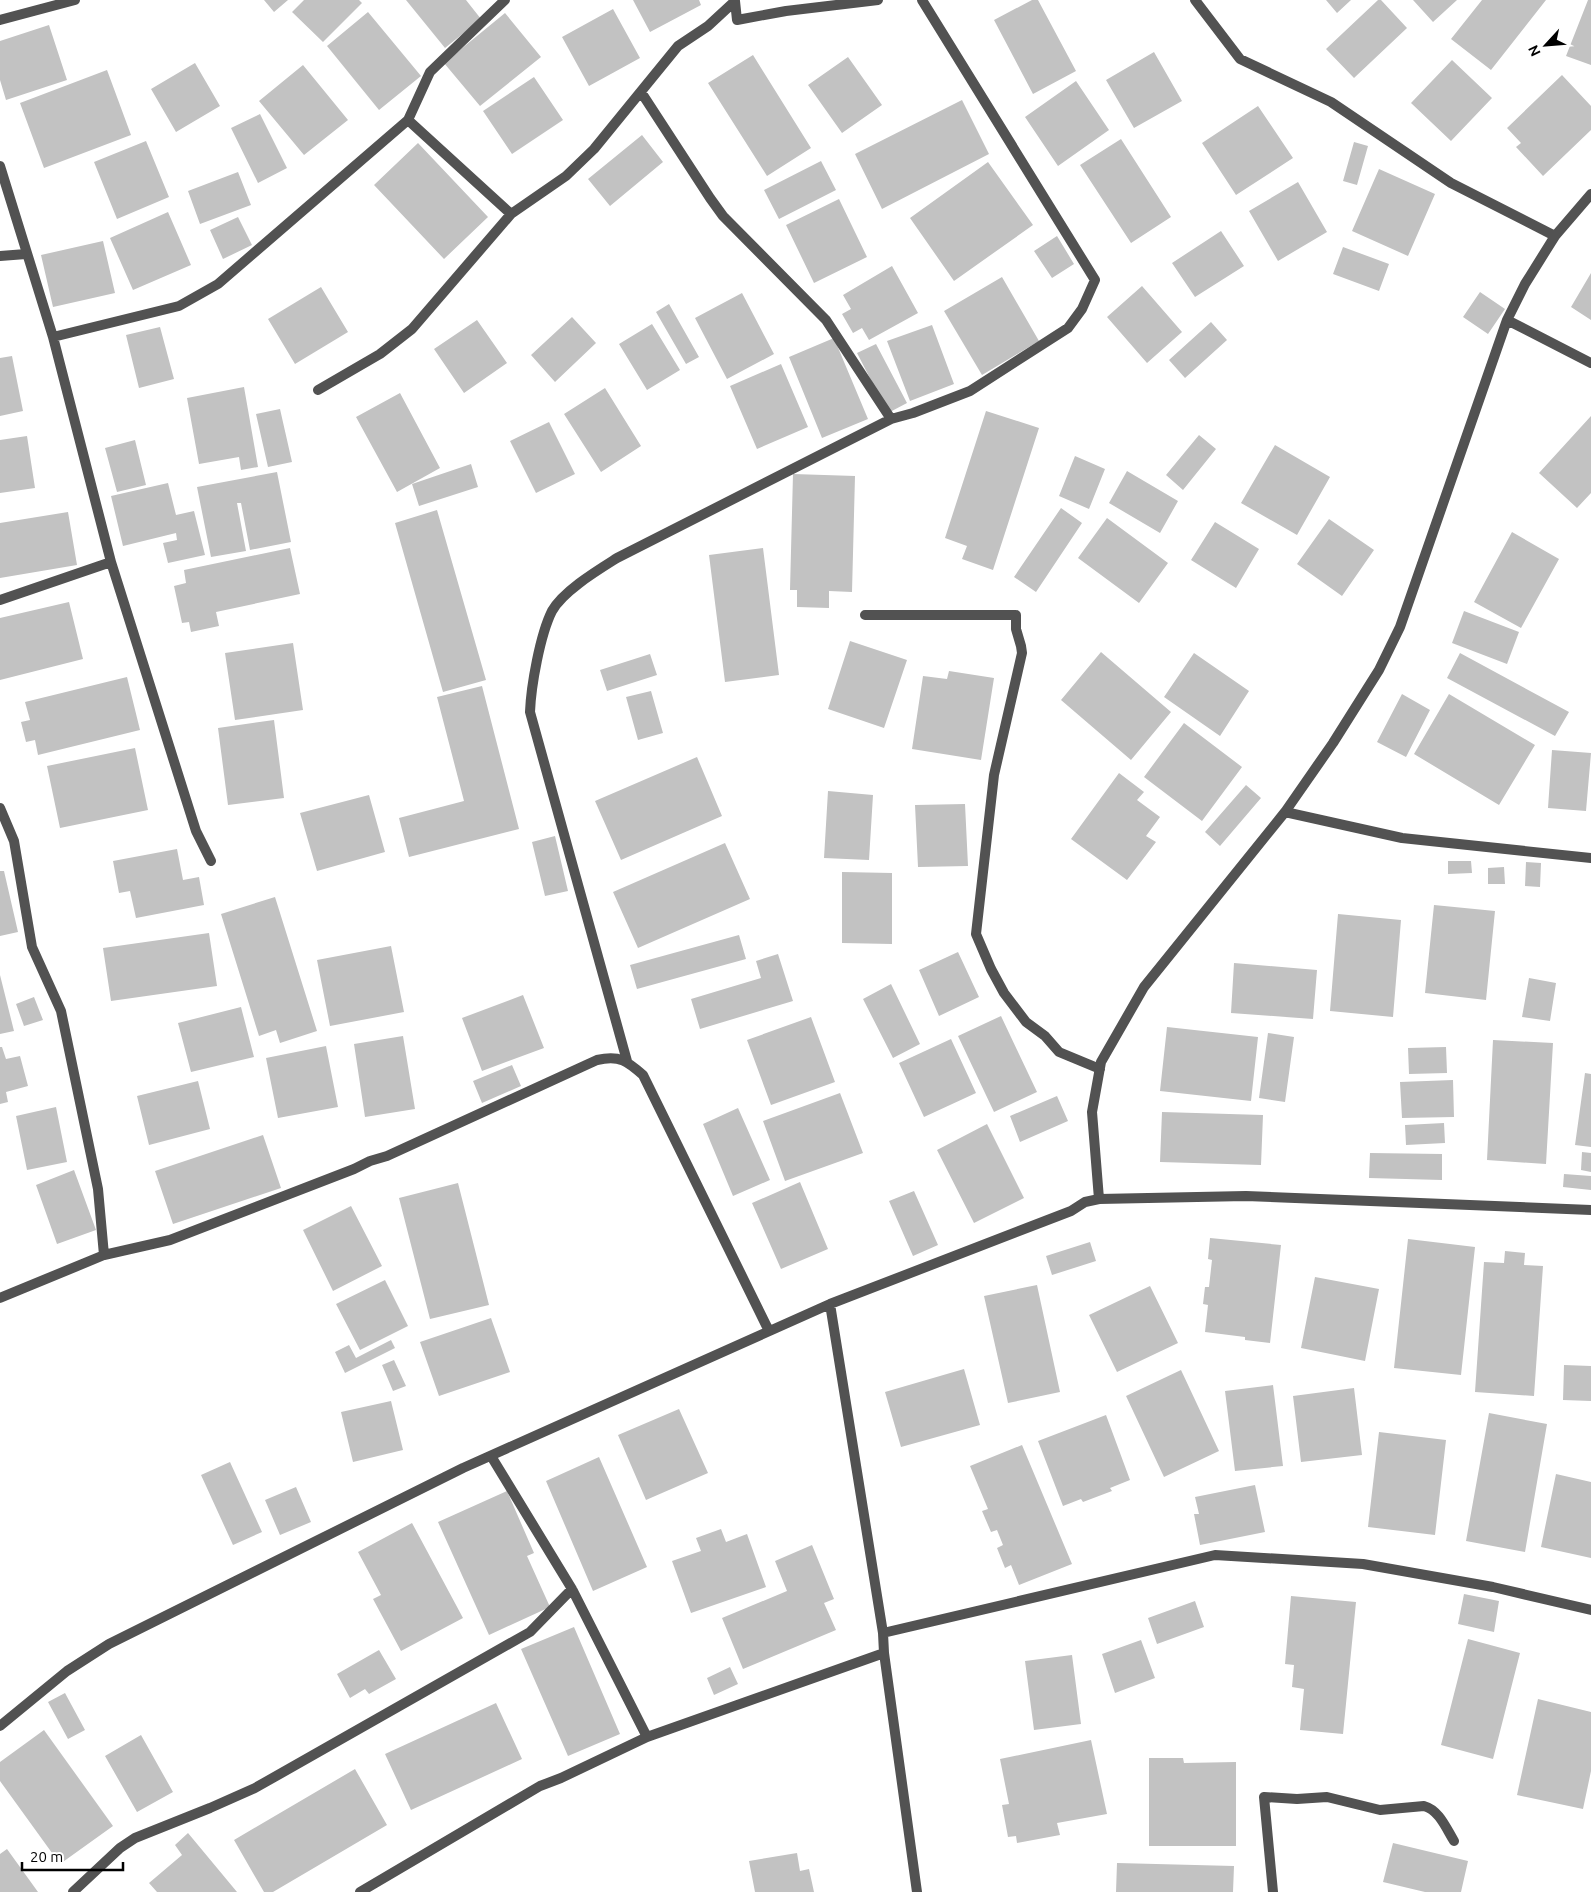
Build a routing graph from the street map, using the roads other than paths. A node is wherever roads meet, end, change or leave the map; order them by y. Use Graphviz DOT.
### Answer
----------------------------------------
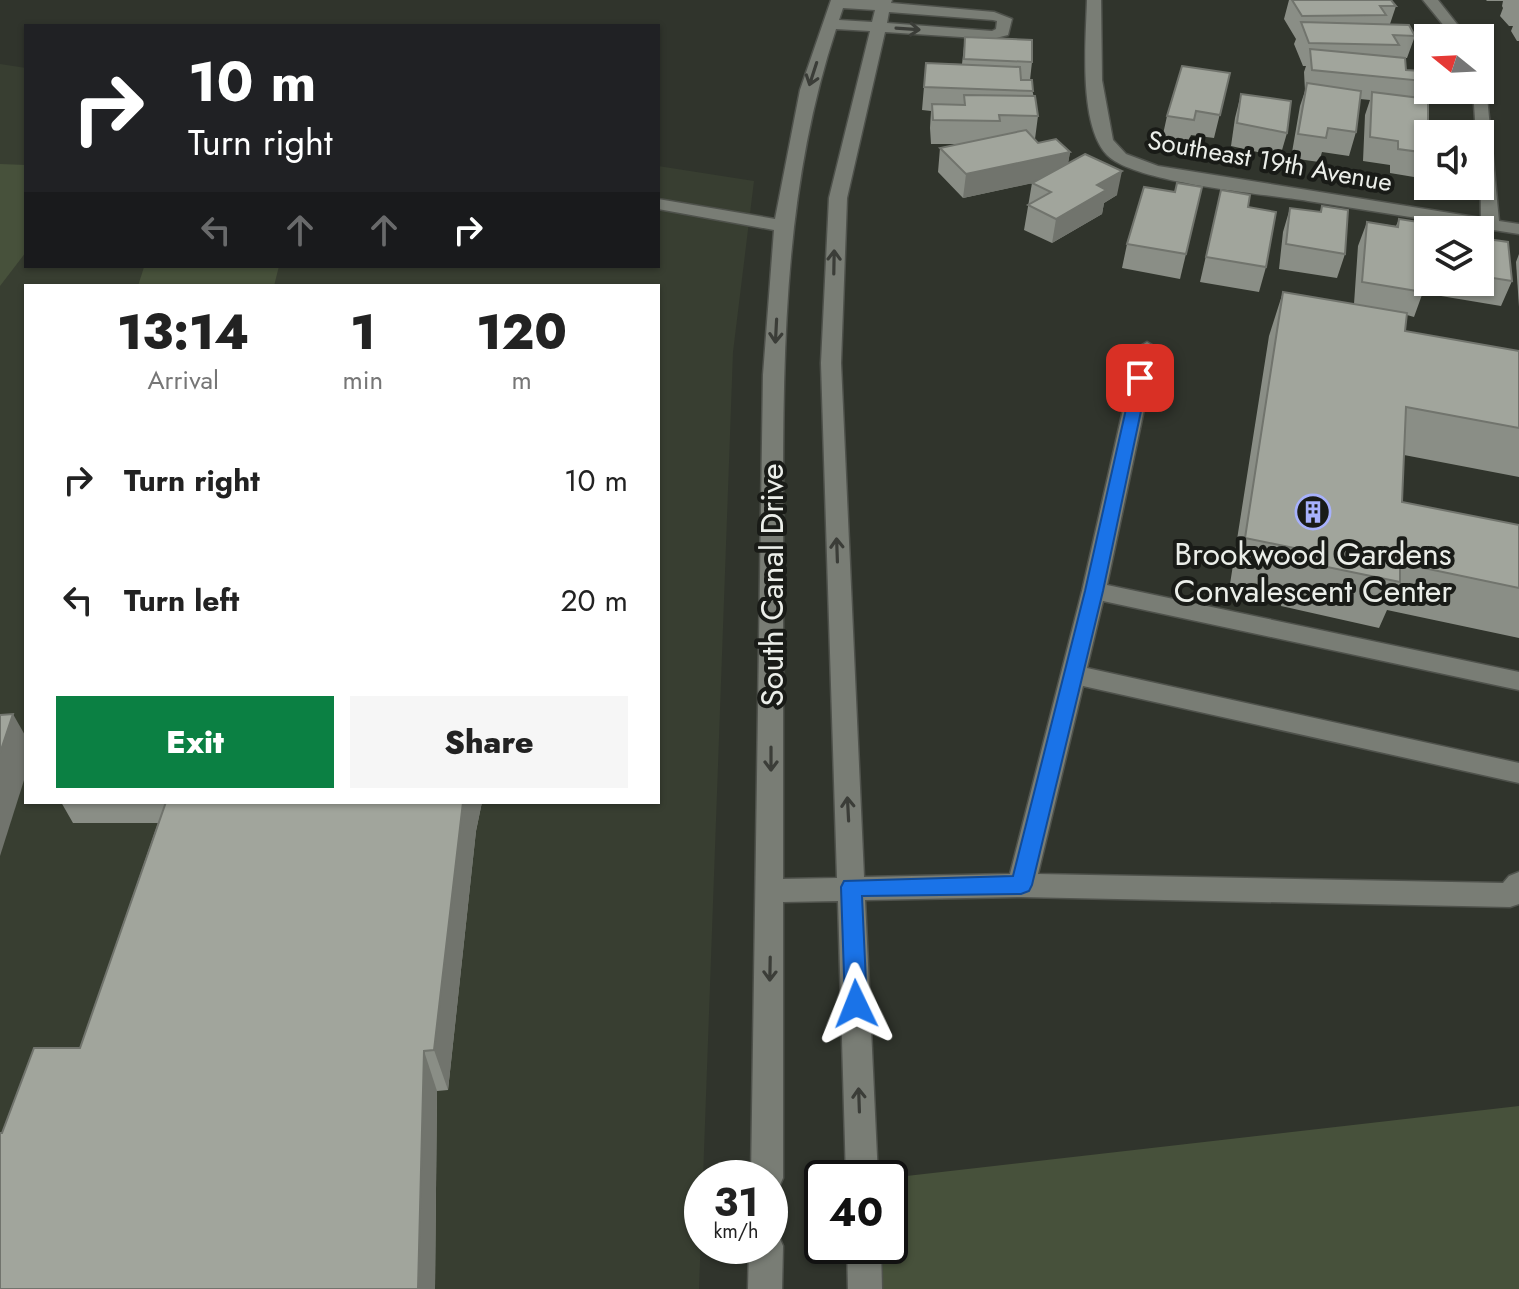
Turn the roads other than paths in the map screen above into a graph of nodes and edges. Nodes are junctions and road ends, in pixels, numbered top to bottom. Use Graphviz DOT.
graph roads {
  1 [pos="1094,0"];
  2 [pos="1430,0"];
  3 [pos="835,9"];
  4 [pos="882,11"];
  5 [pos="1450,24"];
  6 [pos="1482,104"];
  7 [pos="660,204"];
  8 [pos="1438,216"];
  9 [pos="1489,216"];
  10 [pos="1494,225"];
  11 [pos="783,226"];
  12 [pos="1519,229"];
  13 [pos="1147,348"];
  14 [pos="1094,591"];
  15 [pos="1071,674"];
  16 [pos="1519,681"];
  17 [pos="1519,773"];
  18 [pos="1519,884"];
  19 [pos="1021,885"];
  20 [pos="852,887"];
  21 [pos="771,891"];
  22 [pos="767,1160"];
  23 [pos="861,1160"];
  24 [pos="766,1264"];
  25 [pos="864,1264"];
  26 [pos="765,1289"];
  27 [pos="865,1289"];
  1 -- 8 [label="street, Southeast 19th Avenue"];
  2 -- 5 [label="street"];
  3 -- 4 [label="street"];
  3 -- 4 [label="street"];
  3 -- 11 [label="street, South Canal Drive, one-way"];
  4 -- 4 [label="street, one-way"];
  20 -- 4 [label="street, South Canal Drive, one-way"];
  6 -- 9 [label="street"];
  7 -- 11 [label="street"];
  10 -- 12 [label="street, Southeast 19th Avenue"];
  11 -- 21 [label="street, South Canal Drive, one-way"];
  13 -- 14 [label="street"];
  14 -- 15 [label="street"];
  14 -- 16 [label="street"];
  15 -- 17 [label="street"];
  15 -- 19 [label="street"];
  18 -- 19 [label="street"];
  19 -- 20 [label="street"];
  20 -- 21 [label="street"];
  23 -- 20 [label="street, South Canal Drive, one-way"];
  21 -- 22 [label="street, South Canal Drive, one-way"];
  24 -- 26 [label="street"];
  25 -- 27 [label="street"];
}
----------------------------------------
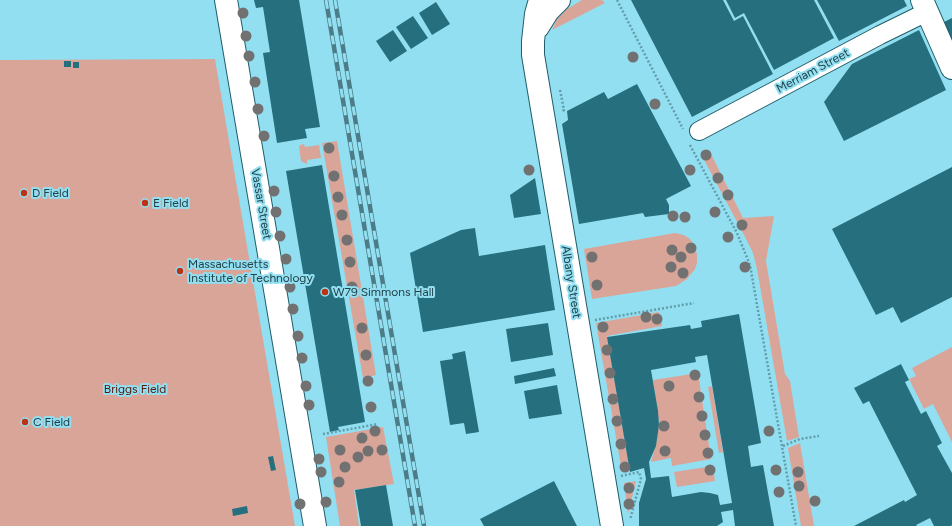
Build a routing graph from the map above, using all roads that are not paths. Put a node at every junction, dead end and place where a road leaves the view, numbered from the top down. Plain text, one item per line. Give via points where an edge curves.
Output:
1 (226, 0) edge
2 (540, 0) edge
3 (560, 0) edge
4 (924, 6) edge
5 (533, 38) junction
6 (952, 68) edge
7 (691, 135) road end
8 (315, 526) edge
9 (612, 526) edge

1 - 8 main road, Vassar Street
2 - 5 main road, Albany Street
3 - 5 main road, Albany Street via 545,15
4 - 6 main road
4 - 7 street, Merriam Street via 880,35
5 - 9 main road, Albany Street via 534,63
----------------------------------------
What this task involves: Search the entries above for the word "using", and copy every line where it occurs.

Exercise solution:
Build a routing graph from the street map, using the roads other than paths. A node is wherever roads meet, end, change or leave the map; order them by y. Use Graphviz DOT.
Build a routing graph from the map above, using all roads that are not paths. Put a node at every junction, dead end and place where a road leaves the view, numbered from the top down. Plain text, one item per line. Give via points where an edge curves.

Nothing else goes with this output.